(Stored items)

= Beginning of Section =

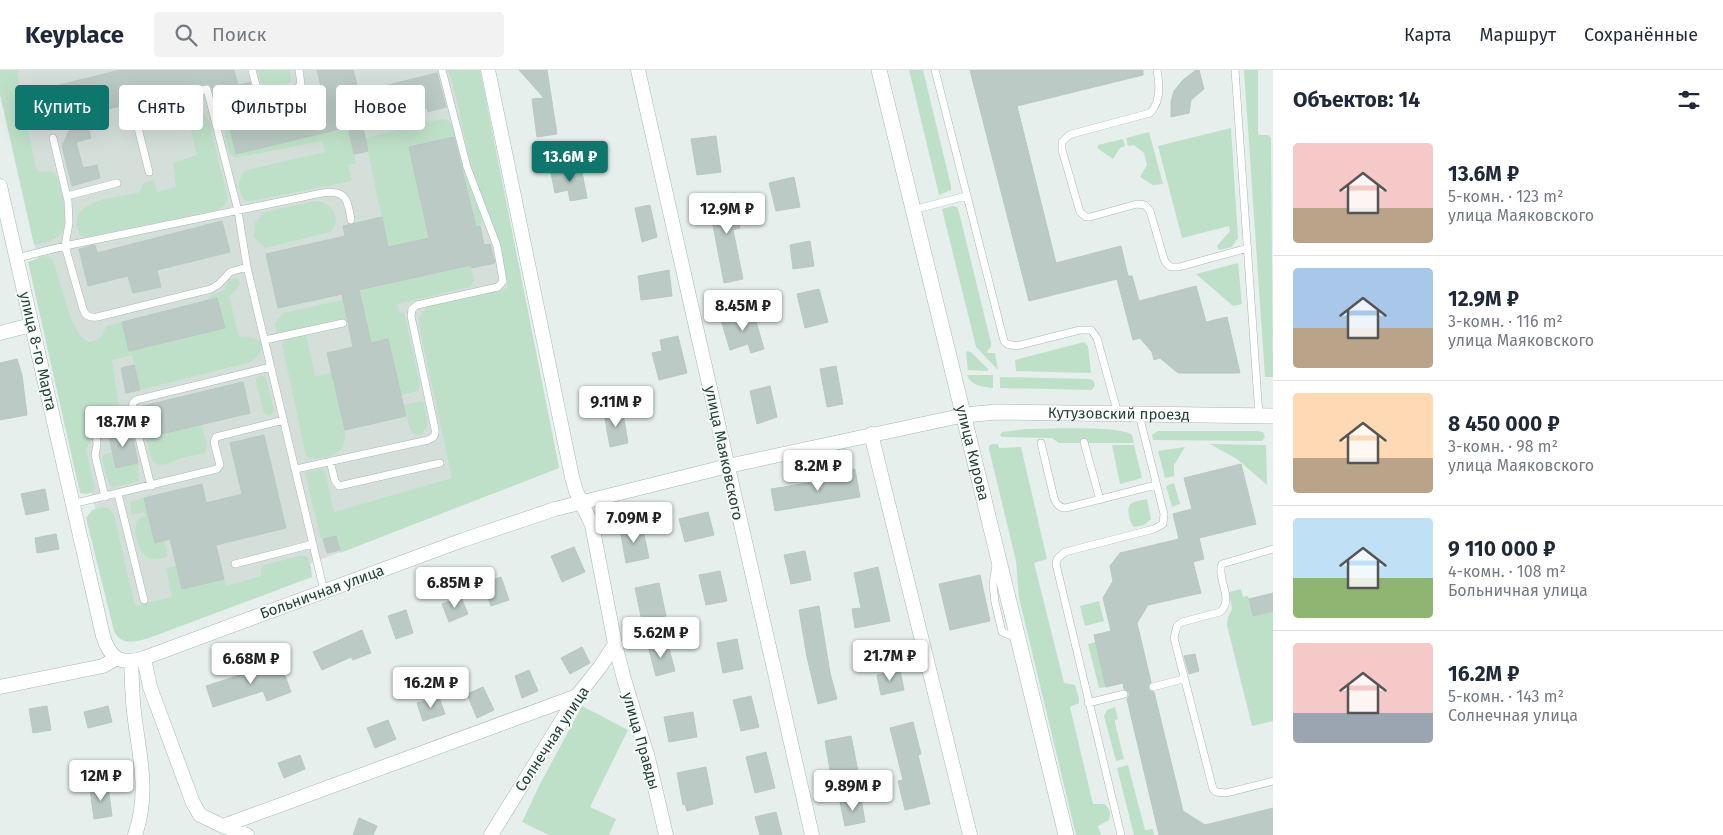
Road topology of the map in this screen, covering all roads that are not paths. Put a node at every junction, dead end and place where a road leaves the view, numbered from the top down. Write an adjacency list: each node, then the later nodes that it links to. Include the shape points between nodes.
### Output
1 (252, 70): 2 (lane, via 261,98 299,88)
2 (299, 70)
3 (442, 70): 37 (lane, via 467,167 497,246 504,282 412,309 434,437)
4 (488, 70): 46 (street, улица Правды, via 572,477)
5 (638, 70): 39 (street, улица Маяковского)
6 (879, 70): 16 (street, улица Кирова)
7 (935, 70): 15 (lane)
8 (1157, 70): 20 (lane, via 1160,90 1150,113 1072,134 1062,142 1080,212 1090,217 1137,204 1145,205 1150,211 1166,263 1171,267)
9 (1236, 70): 20 (lane)
10 (53, 138): 14 (lane)
11 (149, 172): 17 (lane, via 136,109 207,89)
12 (117, 183): 14 (lane)
13 (0, 186): 21 (street, улица 8-го Марта)
14 (67, 196): 19 (lane, via 69,216)
15 (966, 196): 16 (lane); 28 (lane, via 1004,341 1016,346 1090,330 1097,338)
16 (912, 210): 29 (street, улица Кирова)
17 (238, 211): 18 (lane, via 337,193 346,199); 19 (lane); 22 (lane)
18 (351, 220)
19 (65, 246): 21 (lane); 22 (lane, via 83,309 92,318 211,289 230,272)
20 (1248, 248): 31 (lane, via 1252,311)
21 (17, 258): 24 (street, улица 8-го Марта)
22 (247, 267): 26 (lane)
23 (343, 323): 26 (lane)
24 (32, 325): 25 (street); 47 (street, улица 8-го Марта)
25 (0, 332)
26 (265, 340): 27 (lane)
27 (272, 367): 32 (lane, via 136,400 132,406); 33 (lane)
28 (1118, 414): 29 (street, Кутузовский проезд, via 988,412); 30 (street, Кутузовский проезд)
29 (965, 415): 34 (street, Больничная улица); 70 (street, улица Кирова)
30 (1139, 415): 31 (street, Кутузовский проезд); 41 (lane)
31 (1266, 416)
32 (134, 418): 42 (lane); 44 (lane, via 101,426 96,432 95,455)
33 (284, 420): 40 (lane); 42 (lane, via 216,436 214,442 220,465 217,470)
34 (871, 434): 39 (street, Больничная улица); 69 (street)
35 (1084, 442): 45 (lane)
36 (1041, 443): 45 (lane, via 1058,506 1066,508)
37 (330, 461): 38 (lane, via 339,486); 40 (lane)
38 (440, 463)
39 (728, 466): 46 (street, Больничная улица); 68 (street, улица Маяковского)
40 (296, 469): 48 (lane)
41 (1156, 485): 45 (lane); 61 (lane, via 1164,519 1159,527 1065,552 1056,559)
42 (151, 486): 43 (lane)
43 (118, 494): 44 (lane); 52 (lane)
44 (105, 497): 47 (lane)
45 (1100, 500)
46 (581, 502): 51 (street, Больничная улица, via 496,528); 53 (street, улица Правды, via 594,534)
47 (72, 504): 54 (street, улица 8-го Марта, via 103,636 107,647)
48 (313, 544): 50 (lane); 51 (lane)
49 (1273, 549): 56 (lane, via 1222,564 1220,570 1226,601 1223,609 1177,626 1174,638)
50 (235, 564)
51 (324, 590): 55 (street, Больничная улица)
52 (144, 600)
53 (615, 644): 60 (street, Солнечная улица); 67 (street, улица Правды)
54 (117, 658): 55 (street); 57 (street, via 103,666)
55 (137, 660): 63 (street, via 193,804 200,815); 64 (street, via 134,709 144,780 142,808)
56 (1183, 679): 58 (lane); 62 (lane, via 1213,789 1226,793)
57 (0, 687)
58 (1153, 687)
59 (1124, 694): 61 (lane)
60 (577, 696): 63 (street); 66 (street, Солнечная улица)
61 (1088, 703): 71 (lane)
62 (1273, 780)
63 (223, 826): 65 (street)
64 (135, 835)
65 (247, 835)
66 (492, 835)
67 (666, 835)
68 (812, 835)
69 (970, 835)
70 (1066, 835)
71 (1121, 835)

= End of Section =

Directions for this task:
Report, for the data above, every line in which the string "Правды" appears.

Reply:
4 (488, 70): 46 (street, улица Правды, via 572,477)
46 (581, 502): 51 (street, Больничная улица, via 496,528); 53 (street, улица Правды, via 594,534)
53 (615, 644): 60 (street, Солнечная улица); 67 (street, улица Правды)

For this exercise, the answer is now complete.